スティール・コンバット

 時刻八時。日はすでに高く、地平に居並ぶ入道雲を見下ろしている。

 真夏らしい強烈な日差しが八月の初日を迎えていた。

 舞台は丘陵地――

 フラッグのある北西の方角は起伏とともにゆっくりと下り、荒れ果てた大地の向こうに色濃い新緑が広がっていた。

 この見晴らしがくせ者なのだと思う。

 手を伸ばせばフラッグに届く――そんな錯覚に陥る。そして我先にと殺到し、壊し合う。

 ――そうかんたんには届きはしない。

 練習試合では直径十キロだった試合場が、本戦では五十キロにまで拡張される。その規模の敷地、しかも実弾も使用となれば、日本においてはただ一ヶ所、数多の市区町村をまるごと飲み込んで造成されたここ、国防軍最大をほこる東北演習場しか存在しない。

(そうか、蟻地獄だ)

 何かに似ていると思った。……蟻よりひどい。罠とわかった上で踏み込もうというのだから。

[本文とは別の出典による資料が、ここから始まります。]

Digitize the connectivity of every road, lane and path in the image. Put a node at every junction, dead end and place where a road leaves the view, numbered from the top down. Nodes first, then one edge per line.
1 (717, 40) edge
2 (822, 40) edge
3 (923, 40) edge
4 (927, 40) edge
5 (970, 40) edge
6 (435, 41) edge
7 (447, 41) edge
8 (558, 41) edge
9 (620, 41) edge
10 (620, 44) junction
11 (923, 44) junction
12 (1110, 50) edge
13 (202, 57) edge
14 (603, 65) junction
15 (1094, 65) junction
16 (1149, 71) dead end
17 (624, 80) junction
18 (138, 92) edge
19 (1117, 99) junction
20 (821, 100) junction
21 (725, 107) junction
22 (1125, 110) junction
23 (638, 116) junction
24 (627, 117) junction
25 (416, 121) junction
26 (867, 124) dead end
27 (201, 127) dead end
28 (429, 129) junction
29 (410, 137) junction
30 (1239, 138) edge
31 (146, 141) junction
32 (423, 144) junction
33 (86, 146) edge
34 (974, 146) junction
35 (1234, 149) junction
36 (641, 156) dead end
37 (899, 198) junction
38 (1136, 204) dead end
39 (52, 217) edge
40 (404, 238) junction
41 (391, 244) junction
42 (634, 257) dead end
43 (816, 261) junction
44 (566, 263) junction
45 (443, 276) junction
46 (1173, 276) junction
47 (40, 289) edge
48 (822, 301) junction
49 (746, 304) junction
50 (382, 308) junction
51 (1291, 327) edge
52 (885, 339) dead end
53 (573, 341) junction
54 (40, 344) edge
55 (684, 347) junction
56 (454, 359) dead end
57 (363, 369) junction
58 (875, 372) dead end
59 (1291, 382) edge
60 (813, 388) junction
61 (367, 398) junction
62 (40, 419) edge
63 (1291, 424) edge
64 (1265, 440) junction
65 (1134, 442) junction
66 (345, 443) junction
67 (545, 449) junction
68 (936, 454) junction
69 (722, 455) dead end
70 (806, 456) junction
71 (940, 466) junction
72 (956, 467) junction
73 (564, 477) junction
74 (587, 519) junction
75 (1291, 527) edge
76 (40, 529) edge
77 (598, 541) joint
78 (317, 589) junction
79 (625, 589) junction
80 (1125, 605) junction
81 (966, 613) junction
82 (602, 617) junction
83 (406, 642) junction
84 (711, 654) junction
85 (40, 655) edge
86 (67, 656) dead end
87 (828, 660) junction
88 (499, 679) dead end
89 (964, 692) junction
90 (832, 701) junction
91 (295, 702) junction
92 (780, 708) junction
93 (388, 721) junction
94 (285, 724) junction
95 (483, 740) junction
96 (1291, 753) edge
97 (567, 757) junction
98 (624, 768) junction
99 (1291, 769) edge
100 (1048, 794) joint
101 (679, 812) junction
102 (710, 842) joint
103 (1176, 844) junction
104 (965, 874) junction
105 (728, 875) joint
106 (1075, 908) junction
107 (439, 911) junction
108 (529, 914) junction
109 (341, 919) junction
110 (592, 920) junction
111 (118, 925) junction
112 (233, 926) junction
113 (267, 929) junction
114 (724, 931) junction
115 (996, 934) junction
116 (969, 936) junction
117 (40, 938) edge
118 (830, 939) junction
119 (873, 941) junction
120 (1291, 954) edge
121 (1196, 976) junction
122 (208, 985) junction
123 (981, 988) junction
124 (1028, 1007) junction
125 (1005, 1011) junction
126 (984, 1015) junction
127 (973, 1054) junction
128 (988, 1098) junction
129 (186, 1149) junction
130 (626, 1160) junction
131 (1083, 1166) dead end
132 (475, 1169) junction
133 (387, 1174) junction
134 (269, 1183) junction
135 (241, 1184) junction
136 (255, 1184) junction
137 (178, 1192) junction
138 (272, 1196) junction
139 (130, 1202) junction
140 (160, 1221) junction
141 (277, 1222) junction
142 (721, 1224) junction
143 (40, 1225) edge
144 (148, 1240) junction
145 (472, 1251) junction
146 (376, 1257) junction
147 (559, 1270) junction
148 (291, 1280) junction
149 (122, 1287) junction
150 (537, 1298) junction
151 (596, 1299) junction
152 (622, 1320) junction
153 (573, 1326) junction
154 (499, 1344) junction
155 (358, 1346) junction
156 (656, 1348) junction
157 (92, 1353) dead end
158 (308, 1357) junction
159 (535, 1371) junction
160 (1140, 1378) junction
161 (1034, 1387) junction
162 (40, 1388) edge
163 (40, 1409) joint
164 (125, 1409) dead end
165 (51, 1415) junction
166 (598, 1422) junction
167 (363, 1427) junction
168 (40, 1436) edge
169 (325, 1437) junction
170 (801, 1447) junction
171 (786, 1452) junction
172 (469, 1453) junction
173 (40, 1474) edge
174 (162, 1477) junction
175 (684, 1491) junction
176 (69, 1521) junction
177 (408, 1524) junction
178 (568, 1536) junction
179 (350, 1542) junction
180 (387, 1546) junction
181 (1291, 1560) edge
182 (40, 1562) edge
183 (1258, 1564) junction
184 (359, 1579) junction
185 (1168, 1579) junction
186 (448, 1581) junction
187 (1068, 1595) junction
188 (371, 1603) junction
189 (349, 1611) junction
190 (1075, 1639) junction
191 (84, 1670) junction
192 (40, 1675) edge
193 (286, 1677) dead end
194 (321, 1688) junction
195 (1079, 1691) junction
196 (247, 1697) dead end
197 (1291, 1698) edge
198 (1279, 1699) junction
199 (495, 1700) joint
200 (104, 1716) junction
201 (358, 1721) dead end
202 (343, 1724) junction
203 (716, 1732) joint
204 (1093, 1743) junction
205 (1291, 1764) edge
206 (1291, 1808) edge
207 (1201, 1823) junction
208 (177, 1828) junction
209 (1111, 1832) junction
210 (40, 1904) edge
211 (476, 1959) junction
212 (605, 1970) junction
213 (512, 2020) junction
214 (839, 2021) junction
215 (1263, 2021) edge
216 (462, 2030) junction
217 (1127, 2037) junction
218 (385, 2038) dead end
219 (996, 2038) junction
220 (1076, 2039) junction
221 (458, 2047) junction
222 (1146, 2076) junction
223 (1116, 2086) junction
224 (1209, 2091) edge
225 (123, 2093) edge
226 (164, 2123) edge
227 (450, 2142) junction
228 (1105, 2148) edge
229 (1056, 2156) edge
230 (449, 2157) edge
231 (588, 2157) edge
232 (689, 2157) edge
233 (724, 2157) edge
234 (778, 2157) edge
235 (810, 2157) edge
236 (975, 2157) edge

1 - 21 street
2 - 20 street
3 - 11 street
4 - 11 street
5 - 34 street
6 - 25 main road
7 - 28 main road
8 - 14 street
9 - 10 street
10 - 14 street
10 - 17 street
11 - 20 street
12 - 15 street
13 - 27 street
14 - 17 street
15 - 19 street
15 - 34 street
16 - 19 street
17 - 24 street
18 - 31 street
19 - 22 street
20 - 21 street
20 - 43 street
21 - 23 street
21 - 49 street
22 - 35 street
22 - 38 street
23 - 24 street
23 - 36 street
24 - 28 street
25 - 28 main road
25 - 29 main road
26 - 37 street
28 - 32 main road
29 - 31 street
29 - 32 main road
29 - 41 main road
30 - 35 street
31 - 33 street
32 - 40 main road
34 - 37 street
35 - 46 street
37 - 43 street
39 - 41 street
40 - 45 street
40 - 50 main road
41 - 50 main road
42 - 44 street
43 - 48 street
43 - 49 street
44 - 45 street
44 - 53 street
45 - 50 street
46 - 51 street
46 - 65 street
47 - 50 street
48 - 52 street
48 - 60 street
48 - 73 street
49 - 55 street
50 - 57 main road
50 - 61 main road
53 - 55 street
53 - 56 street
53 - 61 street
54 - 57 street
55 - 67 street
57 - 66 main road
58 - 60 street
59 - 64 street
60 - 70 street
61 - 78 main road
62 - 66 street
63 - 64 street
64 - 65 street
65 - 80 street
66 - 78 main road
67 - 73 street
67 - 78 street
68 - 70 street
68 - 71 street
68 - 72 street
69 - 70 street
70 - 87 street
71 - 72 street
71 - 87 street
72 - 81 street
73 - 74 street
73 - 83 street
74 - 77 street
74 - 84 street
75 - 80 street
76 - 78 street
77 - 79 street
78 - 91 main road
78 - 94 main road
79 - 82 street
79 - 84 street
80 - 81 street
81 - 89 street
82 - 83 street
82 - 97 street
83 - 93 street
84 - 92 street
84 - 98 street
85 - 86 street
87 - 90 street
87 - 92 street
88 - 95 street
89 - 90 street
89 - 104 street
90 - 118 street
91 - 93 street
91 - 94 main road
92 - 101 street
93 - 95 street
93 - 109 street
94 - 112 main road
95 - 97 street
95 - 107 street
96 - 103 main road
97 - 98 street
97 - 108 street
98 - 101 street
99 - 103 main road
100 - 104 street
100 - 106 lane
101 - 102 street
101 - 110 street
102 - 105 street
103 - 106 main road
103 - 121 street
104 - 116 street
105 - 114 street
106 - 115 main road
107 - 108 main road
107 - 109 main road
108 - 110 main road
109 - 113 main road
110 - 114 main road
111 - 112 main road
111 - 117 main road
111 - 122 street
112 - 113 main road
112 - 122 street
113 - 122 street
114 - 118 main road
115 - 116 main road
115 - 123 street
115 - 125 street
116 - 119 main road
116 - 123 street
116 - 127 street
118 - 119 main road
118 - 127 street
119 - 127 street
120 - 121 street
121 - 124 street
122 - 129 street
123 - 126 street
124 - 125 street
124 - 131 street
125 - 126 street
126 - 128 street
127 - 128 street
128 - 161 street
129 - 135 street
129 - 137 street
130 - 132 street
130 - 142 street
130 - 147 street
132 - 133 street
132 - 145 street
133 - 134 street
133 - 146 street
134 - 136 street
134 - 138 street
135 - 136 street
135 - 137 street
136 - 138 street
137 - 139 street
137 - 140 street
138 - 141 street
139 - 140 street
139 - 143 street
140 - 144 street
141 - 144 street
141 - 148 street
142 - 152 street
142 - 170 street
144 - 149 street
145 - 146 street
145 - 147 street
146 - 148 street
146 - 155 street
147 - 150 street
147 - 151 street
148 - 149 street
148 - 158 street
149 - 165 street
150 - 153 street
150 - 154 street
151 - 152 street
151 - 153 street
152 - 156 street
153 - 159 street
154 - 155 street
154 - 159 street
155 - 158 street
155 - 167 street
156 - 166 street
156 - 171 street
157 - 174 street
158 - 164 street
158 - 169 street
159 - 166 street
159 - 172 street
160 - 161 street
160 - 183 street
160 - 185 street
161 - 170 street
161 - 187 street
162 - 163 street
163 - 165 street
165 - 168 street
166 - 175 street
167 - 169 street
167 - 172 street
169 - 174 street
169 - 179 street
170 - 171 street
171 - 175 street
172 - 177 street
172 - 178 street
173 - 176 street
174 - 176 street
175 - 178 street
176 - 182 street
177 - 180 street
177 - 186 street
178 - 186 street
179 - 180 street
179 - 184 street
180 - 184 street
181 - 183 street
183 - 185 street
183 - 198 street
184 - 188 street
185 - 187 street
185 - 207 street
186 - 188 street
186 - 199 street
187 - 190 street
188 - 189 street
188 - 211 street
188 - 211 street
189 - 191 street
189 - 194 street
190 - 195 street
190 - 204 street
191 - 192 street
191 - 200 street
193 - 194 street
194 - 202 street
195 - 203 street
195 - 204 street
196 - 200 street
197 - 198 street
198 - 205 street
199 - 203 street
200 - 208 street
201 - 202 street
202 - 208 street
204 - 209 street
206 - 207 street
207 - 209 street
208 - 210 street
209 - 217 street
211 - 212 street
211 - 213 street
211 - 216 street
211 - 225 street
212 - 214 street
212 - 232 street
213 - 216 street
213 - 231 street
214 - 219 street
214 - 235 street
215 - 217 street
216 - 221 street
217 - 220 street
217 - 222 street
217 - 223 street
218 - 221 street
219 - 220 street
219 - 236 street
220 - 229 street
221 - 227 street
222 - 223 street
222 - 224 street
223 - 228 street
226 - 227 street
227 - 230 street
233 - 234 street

 盲目的に使役されるオルターは、例えるなら軍隊蟻だろう。隊列を組んで集団で戦い、しかも種の多くが盲目であるという。

 そして、梓真が今ここに立っているのも、大事なものに目を塞いだ結果だ。

 SC運営委員会も、梓真の目を一部塞いでいる。

 視界は東と目指すべき北西にだけ開けて、北は雑木林が層をなし、南西側には廃屋が並んでいる。

 ――理由は、その方角に“敵”がいるからだ。互いを視認できないよう、意図的に遮蔽物を置いている。

 チーム“東稜”が配置されたのは試合区域の南東部、時計の針が四時半を指す辺り。試合が終わるまで、輸送車両は一ミリも動かすことができない。

 一方で、人の移動にはある程度の自由が許されていた。つまり試合前に実弾練習をやっておけ――という運営委員会のありがたい配慮だ。

 おそらく他チームも梓真たちと同じように、試射が可能な林や森が近くに配置されているだろう。

「……あー、にしてもあちいなあ」

 不良軍人をそのまま絵にしたような男が、だらしない襟元に風を送っていた。姓は山野目やまのめ、階級は曹長。チーム東稜専属の審判員であり、梓真たちに対して絶対の権限を持つ。彼の機嫌を損なえば、即失格もあり得るのだ。

 直後、銃声が響いた。

 そのタイミングは挑戦的で、彼の怠惰をたしなめるよう。どうやら彼女は審判に微塵も媚びる気がないらしい。

 梓真から不良軍人のレッテルを張られた山野目だが、審判として最低限の責務を果たしてはいた。

 まだ試合前。梓真のように輸送車を離れて羽根を伸ばす者もいるだろう。他の誰かが後ろにいる可能性もある。従って、試射は進行方向である北西に向けてのみ行わなくてはならない。これを監督するのも審判の務めだ。

(くっそ、痒いじゃねえか!)

 梓真も蒸れたギブスを罵りながら、自分の役目を忘れていない。

「よし、ど真ん中だ」

 これでようやく戻ることができる。

 梓真は双眼鏡を下げながら、安堵のため息を漏らした。

「もう照準いじるなよ。やり直しはこれっきりにしてくれ」

「わかってるわよ。……わたしだって暑いんだから!」

 理緒は膝射姿勢を解いて立ち上がると、ゴーグルを外し、山野目と梓真を交互ににらんだ。

 その赤い顔に梓真がたじろぐ。

「冷却器は、ちゃんと動いてんだろ?」

「それでも!」

 その勢いに二度目のため息をこぼす。

(ま、ちゃんと動いてんならひと安心だが)

 軍隊では通常、オルター三機を人が指揮する。研究用として父の下へと送られてきたのも三機のオルター+指揮官用の装甲倍力化服アーマースーツだった。理緒が纏っているのがそれだ。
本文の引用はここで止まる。